Skills introduce a layer of semantic grouping. Instead of "here are 83 functions, pick one", we say "here are 21 skills; which one(s) are relevant?". The Haiku router picks 1-3 skills. Then, inside that skill, only its subset of tools is exposed.

Anatomy of a skill

A skill in MONO contains:

  • Tools: the functions it executes (create_event, list_events, delete_event for the calendar skill).
  • Manifest: YAML file with description, activation examples, UI conditions, boundaries.
  • Renderer: Go function that turns results into Dynamic UI (rendered HTML).
  • Modes: declaration of which modes it supports (tool/think/agent — see the router post).
  • Proactive monitors (optional): cron jobs that run without user input (e.g. calendar's morning brief at 7am).

Example: the Expenses skill

Tools (6): log_expense, list_expenses, expense_summary, delete_expense, categorize_expense, analyze_expenses (agent mode).

Manifest examples: "spent 300 on uber" → log_expense. "how much did I spend this month?" → expense_summary. "explain my patterns" → analyze_expenses (agent mode).

Renderer: HTML table with categories, monthly projection, delta vs last month, bar chart for top-5 categories.

Monitor: every Friday 6pm, compute the weekly summary and proactively send it if the user exceeded their average.

The LLM never sees all 6 tools individually until the router picked "expenses" as the relevant skill. Then and only then they're exposed in context.

Architectural consequences

Composability: adding a new skill = creating a Go package + a YAML + a renderer. No need to touch the router, executor, or UI system.

Isolated testing: tools are tested independently. The manifest is validated against a schema. The renderer is tested with output fixtures.

Billing per skill: we can charge for individual skills (email $2/mo, calls $7/mo) because they're discrete units with clear boundaries.

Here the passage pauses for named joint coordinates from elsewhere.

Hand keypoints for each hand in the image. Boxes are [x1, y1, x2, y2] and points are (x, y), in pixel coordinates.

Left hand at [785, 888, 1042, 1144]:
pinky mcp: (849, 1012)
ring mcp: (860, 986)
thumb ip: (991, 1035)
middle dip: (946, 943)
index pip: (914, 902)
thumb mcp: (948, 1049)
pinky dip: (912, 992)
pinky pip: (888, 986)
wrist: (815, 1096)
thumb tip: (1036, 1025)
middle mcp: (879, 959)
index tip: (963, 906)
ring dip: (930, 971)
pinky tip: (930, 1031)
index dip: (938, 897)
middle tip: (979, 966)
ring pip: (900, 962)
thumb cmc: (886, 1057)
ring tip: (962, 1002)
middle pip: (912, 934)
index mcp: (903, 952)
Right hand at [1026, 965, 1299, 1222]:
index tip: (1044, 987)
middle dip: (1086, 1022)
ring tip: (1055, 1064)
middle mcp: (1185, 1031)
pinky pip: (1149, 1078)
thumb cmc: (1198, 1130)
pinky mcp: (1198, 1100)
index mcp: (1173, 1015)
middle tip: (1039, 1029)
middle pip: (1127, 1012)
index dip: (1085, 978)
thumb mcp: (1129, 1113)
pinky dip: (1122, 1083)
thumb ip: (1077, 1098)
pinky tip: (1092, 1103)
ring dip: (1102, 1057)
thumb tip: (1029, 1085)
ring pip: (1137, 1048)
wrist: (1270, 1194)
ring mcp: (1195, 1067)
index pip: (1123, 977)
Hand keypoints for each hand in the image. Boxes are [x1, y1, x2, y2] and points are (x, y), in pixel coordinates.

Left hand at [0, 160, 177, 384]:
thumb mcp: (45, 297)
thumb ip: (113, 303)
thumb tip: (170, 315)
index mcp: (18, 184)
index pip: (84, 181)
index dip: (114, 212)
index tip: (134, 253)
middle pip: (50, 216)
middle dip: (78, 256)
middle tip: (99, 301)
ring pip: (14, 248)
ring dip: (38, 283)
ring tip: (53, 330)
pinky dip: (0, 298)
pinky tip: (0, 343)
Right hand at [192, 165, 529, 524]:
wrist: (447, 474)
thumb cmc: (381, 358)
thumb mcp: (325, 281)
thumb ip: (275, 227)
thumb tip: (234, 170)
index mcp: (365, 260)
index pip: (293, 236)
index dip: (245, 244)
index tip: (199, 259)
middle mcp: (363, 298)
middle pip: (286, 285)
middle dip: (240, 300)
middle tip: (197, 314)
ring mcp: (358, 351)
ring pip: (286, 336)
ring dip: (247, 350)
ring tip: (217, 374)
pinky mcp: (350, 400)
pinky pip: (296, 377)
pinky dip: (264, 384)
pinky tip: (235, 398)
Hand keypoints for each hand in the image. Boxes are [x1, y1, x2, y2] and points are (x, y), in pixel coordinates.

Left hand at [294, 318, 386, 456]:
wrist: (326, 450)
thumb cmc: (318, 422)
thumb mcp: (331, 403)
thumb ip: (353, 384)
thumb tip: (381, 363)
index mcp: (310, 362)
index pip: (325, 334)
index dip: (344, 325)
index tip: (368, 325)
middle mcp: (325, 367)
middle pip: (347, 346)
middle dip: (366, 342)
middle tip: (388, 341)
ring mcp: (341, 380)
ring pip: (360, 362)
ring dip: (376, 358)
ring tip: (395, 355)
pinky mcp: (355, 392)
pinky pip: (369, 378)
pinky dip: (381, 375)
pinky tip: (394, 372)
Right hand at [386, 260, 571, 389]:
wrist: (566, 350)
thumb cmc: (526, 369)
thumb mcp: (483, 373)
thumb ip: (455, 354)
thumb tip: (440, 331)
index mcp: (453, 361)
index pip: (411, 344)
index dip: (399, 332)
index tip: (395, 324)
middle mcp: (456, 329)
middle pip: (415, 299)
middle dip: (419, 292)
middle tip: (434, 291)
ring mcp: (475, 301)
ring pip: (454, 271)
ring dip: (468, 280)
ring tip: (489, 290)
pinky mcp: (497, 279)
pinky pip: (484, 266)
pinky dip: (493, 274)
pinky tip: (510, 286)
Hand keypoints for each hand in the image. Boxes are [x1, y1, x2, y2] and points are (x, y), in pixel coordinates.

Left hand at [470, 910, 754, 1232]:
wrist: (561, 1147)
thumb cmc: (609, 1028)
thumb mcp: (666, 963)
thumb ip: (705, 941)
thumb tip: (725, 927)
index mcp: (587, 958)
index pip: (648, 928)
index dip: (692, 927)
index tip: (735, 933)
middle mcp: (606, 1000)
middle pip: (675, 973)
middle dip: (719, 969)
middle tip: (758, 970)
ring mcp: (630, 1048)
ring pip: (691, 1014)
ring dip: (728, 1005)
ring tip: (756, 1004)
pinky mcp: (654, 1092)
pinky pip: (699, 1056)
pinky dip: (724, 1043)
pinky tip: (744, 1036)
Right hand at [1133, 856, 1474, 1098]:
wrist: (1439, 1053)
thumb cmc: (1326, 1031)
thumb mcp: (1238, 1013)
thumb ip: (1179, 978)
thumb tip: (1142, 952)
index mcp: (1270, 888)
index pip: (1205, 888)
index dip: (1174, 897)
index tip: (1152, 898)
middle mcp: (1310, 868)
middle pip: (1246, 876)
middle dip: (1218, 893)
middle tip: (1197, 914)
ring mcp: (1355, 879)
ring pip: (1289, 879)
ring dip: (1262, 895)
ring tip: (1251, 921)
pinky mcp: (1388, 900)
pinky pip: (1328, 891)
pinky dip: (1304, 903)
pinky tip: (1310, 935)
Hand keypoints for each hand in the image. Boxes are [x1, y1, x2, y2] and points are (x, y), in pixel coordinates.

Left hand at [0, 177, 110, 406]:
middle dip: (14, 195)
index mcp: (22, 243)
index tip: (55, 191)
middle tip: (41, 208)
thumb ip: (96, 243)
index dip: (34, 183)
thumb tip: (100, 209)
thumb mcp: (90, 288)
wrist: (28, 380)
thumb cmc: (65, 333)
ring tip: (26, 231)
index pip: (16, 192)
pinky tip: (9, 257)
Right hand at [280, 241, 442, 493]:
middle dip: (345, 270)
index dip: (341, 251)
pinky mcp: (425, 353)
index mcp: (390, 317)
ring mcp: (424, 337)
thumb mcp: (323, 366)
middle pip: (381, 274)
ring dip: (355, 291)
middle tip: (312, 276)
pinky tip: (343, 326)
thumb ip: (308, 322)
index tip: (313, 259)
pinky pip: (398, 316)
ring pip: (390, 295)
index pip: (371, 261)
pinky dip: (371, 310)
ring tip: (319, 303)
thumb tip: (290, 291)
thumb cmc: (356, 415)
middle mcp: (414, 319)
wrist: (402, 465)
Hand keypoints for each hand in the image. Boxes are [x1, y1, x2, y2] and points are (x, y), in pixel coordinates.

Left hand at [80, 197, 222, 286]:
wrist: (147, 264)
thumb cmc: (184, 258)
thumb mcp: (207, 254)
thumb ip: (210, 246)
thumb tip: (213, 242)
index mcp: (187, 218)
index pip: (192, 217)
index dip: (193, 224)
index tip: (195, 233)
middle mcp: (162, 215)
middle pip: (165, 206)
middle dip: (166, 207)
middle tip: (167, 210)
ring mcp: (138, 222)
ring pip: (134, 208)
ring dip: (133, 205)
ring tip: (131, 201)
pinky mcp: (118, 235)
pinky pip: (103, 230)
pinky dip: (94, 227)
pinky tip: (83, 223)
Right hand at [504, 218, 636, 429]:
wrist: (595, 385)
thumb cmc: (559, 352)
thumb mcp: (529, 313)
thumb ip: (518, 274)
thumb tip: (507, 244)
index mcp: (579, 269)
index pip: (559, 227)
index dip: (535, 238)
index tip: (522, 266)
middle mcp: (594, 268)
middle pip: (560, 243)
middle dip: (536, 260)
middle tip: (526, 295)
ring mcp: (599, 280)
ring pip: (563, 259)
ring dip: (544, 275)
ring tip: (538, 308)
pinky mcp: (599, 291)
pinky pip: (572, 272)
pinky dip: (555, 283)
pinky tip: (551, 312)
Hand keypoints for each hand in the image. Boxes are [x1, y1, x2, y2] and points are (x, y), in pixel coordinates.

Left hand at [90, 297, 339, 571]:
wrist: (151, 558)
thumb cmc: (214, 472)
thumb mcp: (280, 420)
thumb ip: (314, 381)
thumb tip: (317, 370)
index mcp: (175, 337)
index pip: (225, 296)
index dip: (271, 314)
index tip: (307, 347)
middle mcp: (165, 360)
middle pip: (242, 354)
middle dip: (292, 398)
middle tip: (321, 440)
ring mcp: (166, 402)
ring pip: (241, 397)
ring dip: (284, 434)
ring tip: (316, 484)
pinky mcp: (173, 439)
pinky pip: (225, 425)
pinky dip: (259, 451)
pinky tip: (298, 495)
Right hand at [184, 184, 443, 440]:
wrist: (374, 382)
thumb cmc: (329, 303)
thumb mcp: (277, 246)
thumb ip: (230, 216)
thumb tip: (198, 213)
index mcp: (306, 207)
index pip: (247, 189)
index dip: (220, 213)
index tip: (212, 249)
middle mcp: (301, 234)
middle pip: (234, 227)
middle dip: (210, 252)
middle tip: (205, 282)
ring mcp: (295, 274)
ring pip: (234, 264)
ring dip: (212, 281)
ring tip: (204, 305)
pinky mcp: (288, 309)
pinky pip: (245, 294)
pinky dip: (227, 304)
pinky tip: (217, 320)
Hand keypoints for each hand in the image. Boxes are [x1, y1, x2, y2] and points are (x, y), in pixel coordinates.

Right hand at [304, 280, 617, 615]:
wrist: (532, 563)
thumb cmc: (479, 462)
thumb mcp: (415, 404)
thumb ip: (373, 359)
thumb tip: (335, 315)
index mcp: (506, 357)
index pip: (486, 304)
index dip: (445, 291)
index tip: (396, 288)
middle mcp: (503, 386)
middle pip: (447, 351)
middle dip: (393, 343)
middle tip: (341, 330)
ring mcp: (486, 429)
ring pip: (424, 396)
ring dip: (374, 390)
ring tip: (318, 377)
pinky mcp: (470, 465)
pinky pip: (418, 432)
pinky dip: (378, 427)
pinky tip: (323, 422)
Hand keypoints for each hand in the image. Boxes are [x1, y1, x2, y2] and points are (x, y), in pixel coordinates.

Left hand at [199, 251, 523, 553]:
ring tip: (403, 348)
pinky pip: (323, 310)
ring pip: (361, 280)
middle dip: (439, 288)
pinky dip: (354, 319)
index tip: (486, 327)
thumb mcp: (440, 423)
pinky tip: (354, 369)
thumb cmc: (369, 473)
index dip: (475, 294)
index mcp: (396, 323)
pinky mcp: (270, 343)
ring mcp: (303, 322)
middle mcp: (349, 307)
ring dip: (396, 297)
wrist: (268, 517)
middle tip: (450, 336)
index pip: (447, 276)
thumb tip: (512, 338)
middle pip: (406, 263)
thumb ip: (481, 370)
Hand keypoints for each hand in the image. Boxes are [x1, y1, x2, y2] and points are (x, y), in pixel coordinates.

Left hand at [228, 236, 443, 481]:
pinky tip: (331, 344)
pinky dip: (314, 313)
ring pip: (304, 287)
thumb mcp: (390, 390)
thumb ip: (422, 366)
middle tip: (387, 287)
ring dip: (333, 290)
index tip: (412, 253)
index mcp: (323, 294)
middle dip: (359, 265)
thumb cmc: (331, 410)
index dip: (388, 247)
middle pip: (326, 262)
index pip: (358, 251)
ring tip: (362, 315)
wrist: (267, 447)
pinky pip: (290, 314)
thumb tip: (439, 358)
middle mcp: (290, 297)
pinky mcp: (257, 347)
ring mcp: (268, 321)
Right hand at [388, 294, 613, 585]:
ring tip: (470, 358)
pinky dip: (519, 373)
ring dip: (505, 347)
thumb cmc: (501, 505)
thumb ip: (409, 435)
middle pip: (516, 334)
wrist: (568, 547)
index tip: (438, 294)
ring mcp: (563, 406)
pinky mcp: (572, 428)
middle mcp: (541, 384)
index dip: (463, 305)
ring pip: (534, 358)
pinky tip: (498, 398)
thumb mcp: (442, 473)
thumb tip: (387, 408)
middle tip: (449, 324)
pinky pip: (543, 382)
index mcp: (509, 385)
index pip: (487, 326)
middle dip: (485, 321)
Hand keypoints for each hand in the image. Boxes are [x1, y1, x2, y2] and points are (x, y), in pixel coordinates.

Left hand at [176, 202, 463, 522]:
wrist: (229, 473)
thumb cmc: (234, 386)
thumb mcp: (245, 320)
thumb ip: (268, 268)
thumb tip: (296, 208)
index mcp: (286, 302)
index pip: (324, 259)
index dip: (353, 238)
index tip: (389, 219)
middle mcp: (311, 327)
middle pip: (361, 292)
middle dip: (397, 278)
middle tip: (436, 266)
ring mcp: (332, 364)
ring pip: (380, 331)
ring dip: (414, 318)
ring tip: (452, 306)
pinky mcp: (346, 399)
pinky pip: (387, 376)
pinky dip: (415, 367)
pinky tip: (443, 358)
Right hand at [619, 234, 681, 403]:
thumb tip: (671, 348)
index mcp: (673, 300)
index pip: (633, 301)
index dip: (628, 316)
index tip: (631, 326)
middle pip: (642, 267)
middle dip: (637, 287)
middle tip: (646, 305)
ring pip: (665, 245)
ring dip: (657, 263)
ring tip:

User-facing vocabulary: users think in skills ("I want to activate the Fitness skill"), not tools. Internally we have ~83 tools, but the UI has 21 skills. That's the right abstraction for the product.

TL;DR

Tool = executable function. Skill = domain capability that groups tools + manifest + renderer + monitors. The separation lets us scale to 83 tools without confusing the LLM, bill per capability, and test each domain in isolation.